(Dataset items)
────────────────
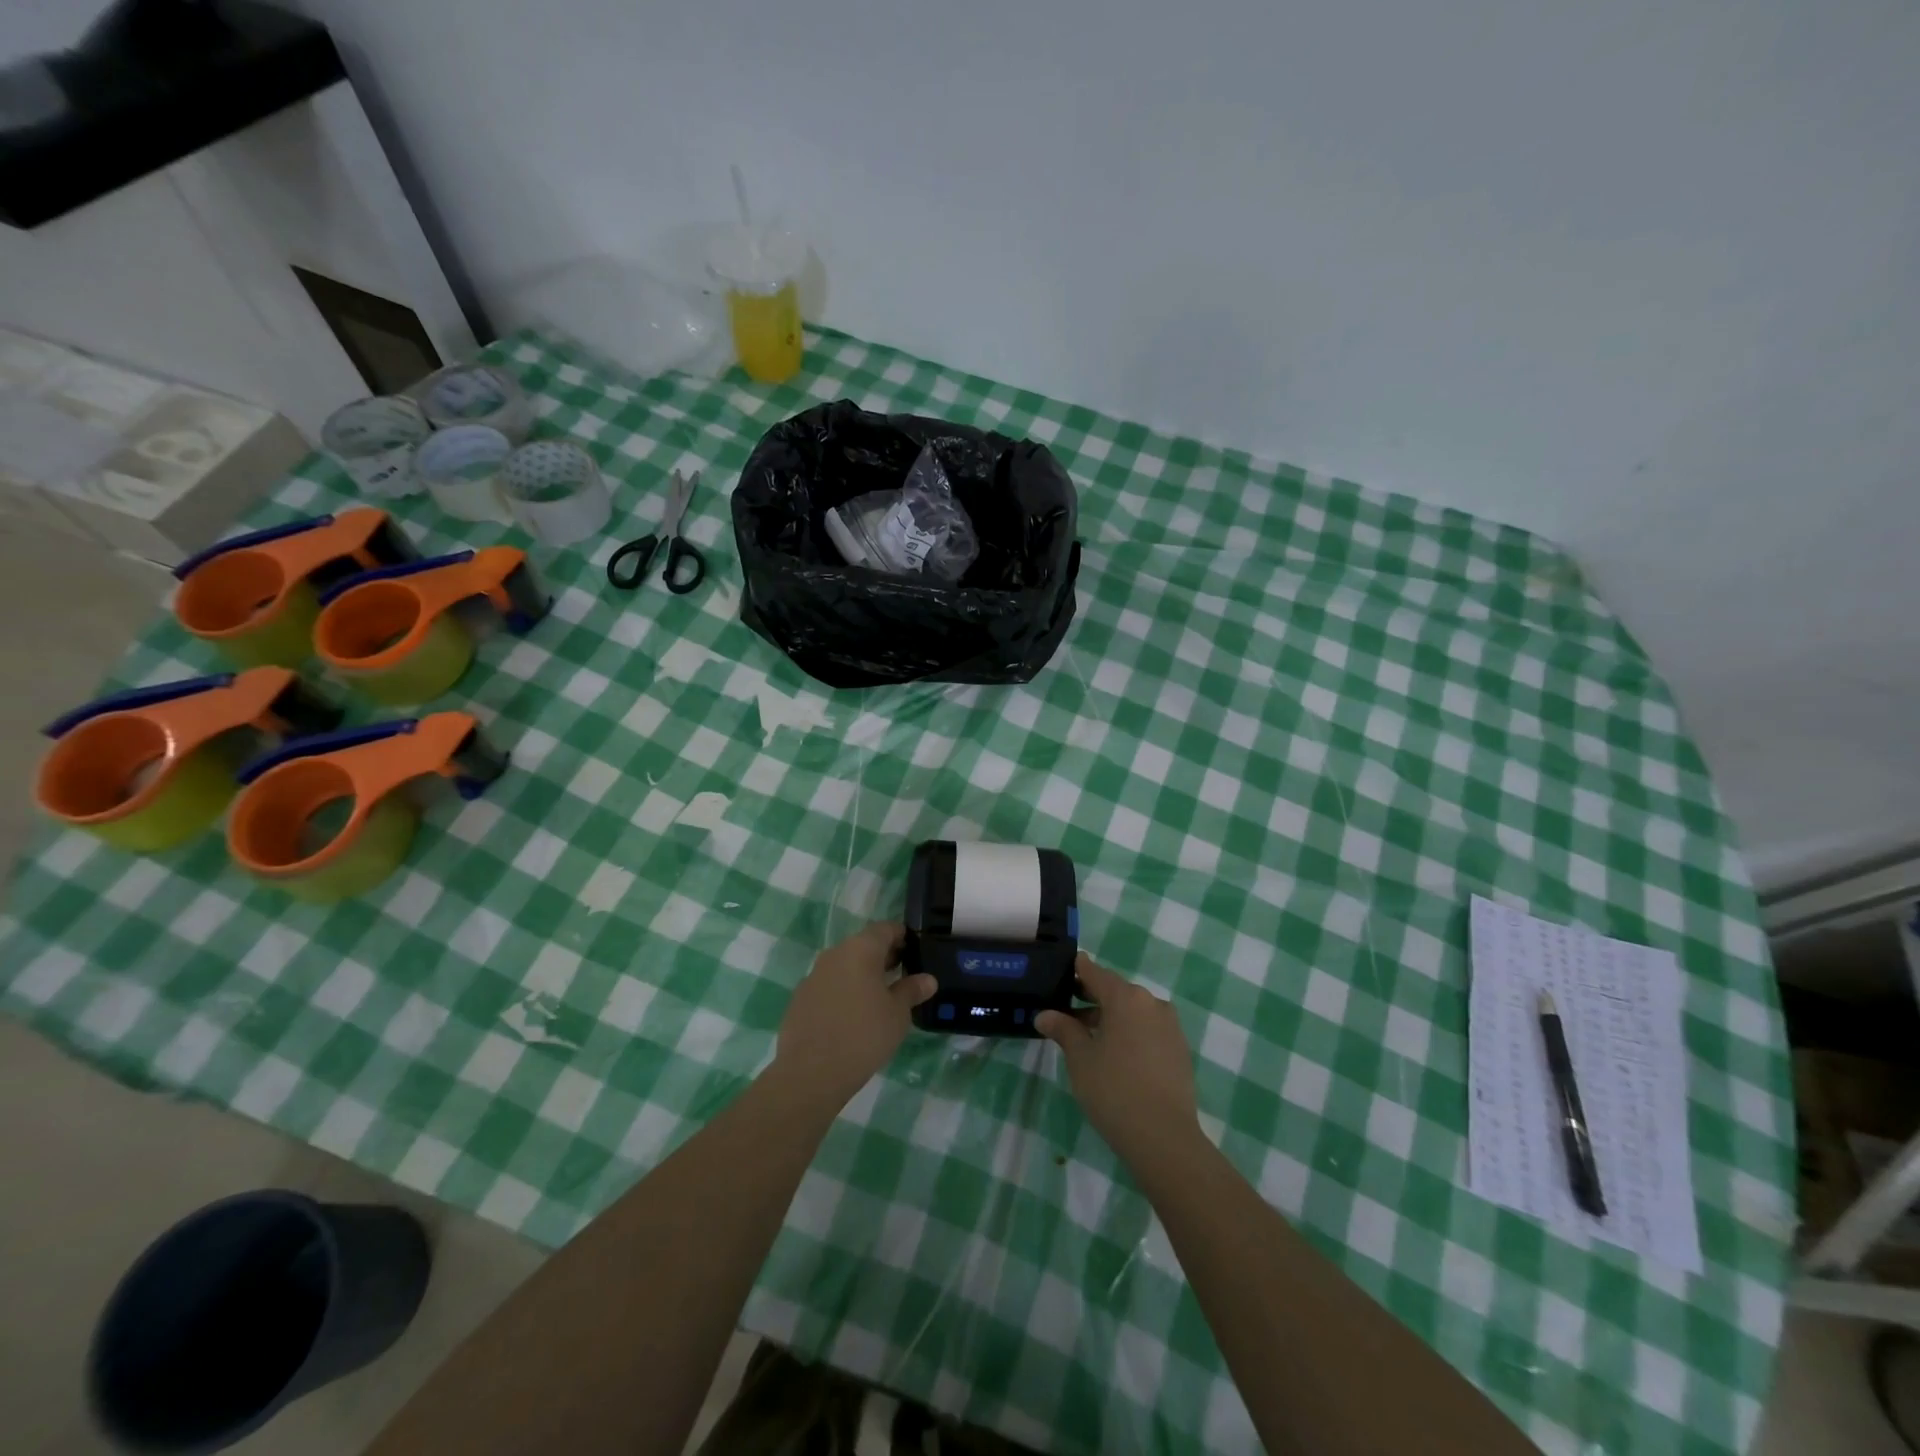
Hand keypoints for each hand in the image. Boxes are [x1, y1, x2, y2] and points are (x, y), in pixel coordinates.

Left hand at [773, 922, 935, 1108]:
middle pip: (863, 945)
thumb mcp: (897, 1014)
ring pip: (845, 966)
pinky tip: (853, 1016)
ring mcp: (813, 976)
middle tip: (903, 976)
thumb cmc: (863, 1035)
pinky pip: (829, 985)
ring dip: (862, 975)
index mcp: (860, 949)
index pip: (885, 929)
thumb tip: (927, 979)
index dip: (902, 936)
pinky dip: (844, 992)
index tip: (915, 951)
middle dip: (883, 957)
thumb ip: (912, 990)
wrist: (810, 1073)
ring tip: (880, 998)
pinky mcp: (800, 999)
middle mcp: (834, 954)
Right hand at [1036, 955, 1199, 1165]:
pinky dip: (1130, 1032)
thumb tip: (1044, 1015)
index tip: (1064, 968)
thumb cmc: (1114, 1090)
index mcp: (1126, 997)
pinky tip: (1115, 1054)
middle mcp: (1151, 1003)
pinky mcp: (1179, 1049)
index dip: (1078, 970)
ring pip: (1133, 1011)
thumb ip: (1063, 1030)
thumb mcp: (1080, 1058)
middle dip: (1091, 997)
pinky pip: (1148, 1029)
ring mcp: (1170, 1026)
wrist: (1164, 1137)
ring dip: (1111, 1017)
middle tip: (1067, 1008)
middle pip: (1116, 991)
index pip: (1095, 973)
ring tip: (1087, 1036)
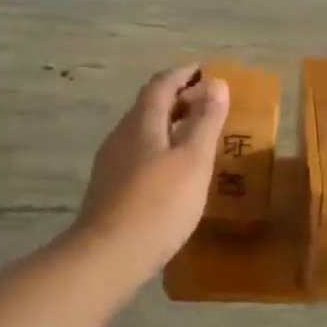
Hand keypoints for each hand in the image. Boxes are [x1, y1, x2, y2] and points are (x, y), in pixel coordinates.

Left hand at [74, 65, 229, 283]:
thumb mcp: (193, 160)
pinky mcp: (110, 188)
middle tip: (208, 103)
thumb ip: (206, 121)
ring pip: (143, 132)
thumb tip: (217, 83)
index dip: (184, 74)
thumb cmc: (159, 204)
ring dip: (169, 125)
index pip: (162, 84)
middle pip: (149, 106)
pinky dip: (160, 149)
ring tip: (196, 136)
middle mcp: (122, 136)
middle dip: (178, 99)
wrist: (109, 255)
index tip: (206, 71)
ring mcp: (112, 163)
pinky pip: (139, 155)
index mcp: (142, 123)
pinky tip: (173, 171)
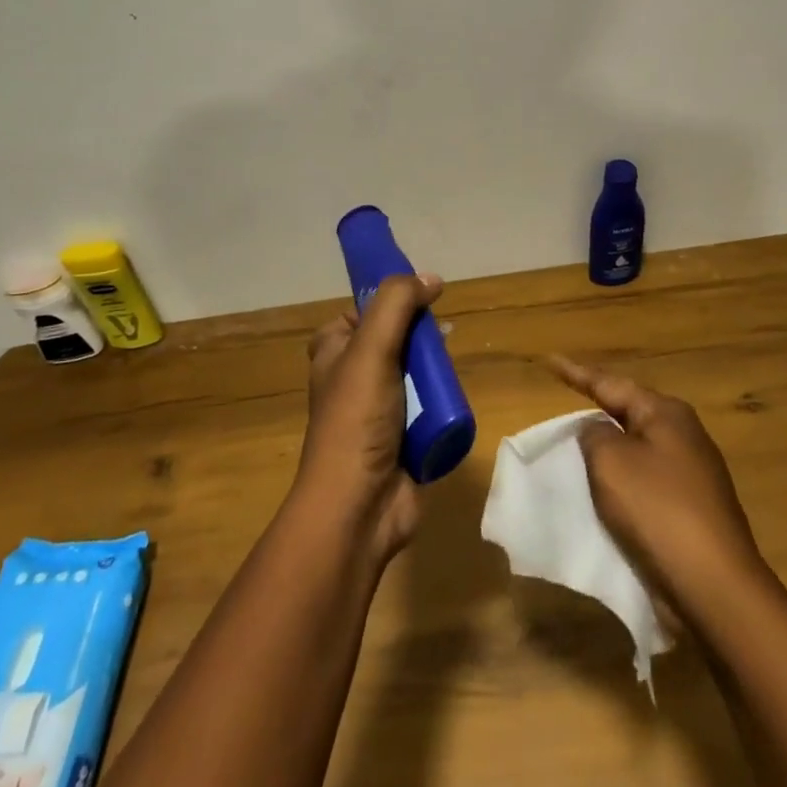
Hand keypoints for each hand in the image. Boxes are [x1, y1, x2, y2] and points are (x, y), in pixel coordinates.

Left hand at [296, 273, 442, 559]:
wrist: (358, 508)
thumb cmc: (356, 420)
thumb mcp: (371, 349)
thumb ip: (397, 304)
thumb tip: (431, 278)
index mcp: (333, 351)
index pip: (362, 311)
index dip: (389, 302)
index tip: (422, 300)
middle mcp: (352, 376)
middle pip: (395, 339)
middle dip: (421, 338)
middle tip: (443, 337)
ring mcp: (377, 409)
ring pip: (415, 373)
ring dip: (433, 372)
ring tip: (448, 374)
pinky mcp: (401, 437)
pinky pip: (427, 407)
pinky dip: (440, 403)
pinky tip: (453, 401)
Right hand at [550, 356, 769, 629]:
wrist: (714, 588)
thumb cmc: (657, 510)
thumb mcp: (610, 460)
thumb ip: (594, 434)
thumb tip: (599, 431)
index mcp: (666, 414)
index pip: (610, 384)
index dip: (576, 373)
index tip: (549, 361)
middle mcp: (684, 436)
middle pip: (629, 413)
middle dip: (598, 407)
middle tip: (565, 400)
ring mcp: (693, 475)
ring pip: (637, 450)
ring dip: (609, 449)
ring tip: (578, 447)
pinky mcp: (692, 511)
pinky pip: (646, 483)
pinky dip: (621, 482)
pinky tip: (605, 492)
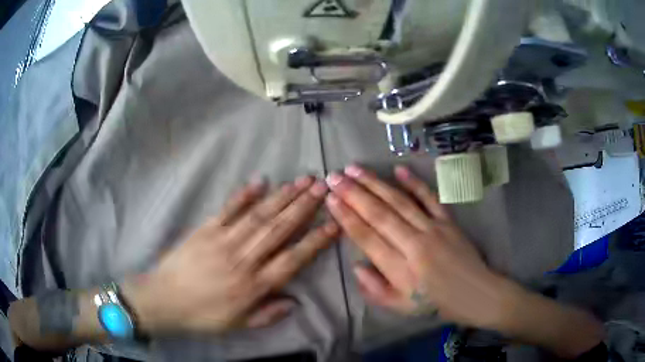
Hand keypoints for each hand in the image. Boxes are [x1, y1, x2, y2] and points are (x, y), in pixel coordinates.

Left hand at [122, 176, 338, 334]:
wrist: (164, 300)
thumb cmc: (203, 316)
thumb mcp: (239, 325)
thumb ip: (269, 314)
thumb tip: (295, 302)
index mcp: (253, 286)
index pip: (292, 260)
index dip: (314, 241)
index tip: (333, 224)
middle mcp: (242, 260)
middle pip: (278, 229)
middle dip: (303, 207)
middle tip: (322, 187)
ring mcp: (222, 241)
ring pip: (258, 216)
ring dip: (282, 197)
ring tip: (302, 180)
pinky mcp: (205, 230)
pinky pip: (228, 210)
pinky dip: (244, 194)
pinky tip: (260, 181)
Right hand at [324, 165, 511, 327]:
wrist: (475, 293)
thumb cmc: (435, 304)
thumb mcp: (400, 307)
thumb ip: (374, 289)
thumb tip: (356, 266)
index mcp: (400, 269)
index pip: (367, 237)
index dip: (346, 217)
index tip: (331, 199)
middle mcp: (414, 244)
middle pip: (379, 214)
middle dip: (353, 194)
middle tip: (334, 177)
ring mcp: (433, 228)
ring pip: (399, 202)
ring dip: (375, 184)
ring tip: (355, 169)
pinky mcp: (448, 221)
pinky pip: (430, 198)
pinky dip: (414, 183)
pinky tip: (398, 169)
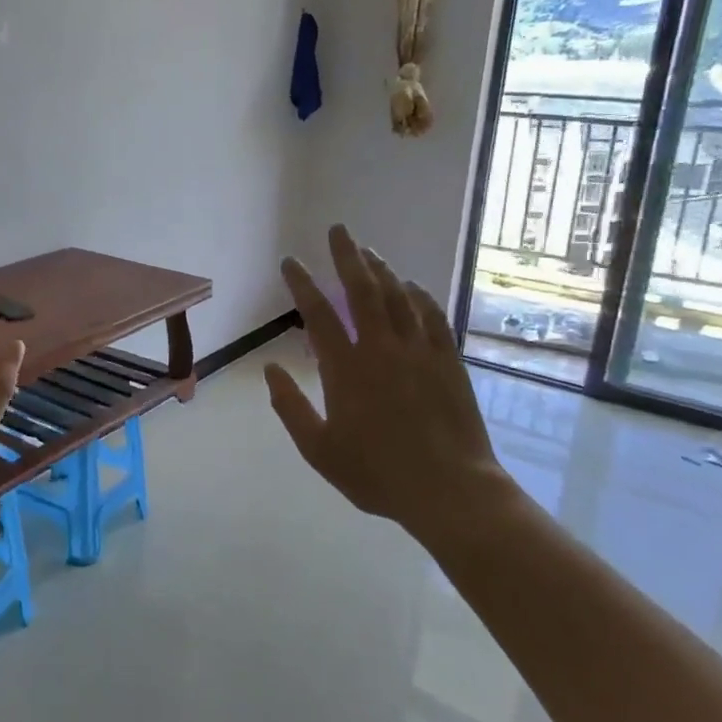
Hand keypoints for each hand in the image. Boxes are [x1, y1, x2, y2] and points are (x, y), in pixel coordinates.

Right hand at [264, 225, 511, 540]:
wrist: (451, 491)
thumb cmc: (377, 474)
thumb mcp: (319, 450)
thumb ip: (290, 407)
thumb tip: (271, 369)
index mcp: (346, 369)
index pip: (318, 314)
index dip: (302, 284)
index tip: (290, 262)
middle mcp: (382, 349)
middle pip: (363, 291)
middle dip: (347, 256)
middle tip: (338, 230)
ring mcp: (420, 352)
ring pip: (399, 297)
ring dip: (382, 270)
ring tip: (368, 251)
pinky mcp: (448, 362)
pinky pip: (432, 317)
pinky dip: (420, 296)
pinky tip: (412, 286)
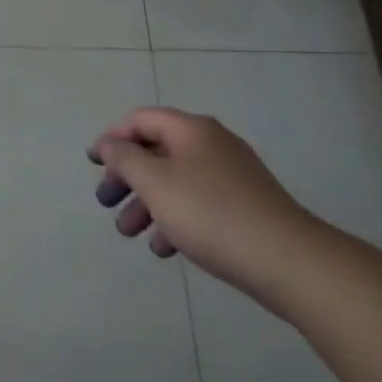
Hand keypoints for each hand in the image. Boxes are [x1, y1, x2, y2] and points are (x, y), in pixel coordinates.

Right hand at [90, 107, 322, 303]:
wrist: (289, 261)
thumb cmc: (210, 213)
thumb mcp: (154, 182)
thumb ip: (123, 158)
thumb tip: (109, 143)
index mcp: (191, 130)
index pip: (140, 119)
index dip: (112, 137)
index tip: (93, 163)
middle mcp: (212, 144)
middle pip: (156, 151)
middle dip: (127, 177)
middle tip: (106, 202)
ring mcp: (232, 176)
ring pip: (176, 181)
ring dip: (147, 203)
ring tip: (129, 233)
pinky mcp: (245, 207)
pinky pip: (198, 203)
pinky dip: (175, 219)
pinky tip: (165, 248)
────────────────
*WHAT NEEDS TO BE DONE*
Out of the entries, pull every line that mentions "Left".

*TASK RESPONSE*
Left hand at [773, 922, 935, 1108]:
Left hand at [74, 65, 229, 283]:
Left hand at [296, 273, 442, 559]:
Left hand at [122, 176, 338, 334]:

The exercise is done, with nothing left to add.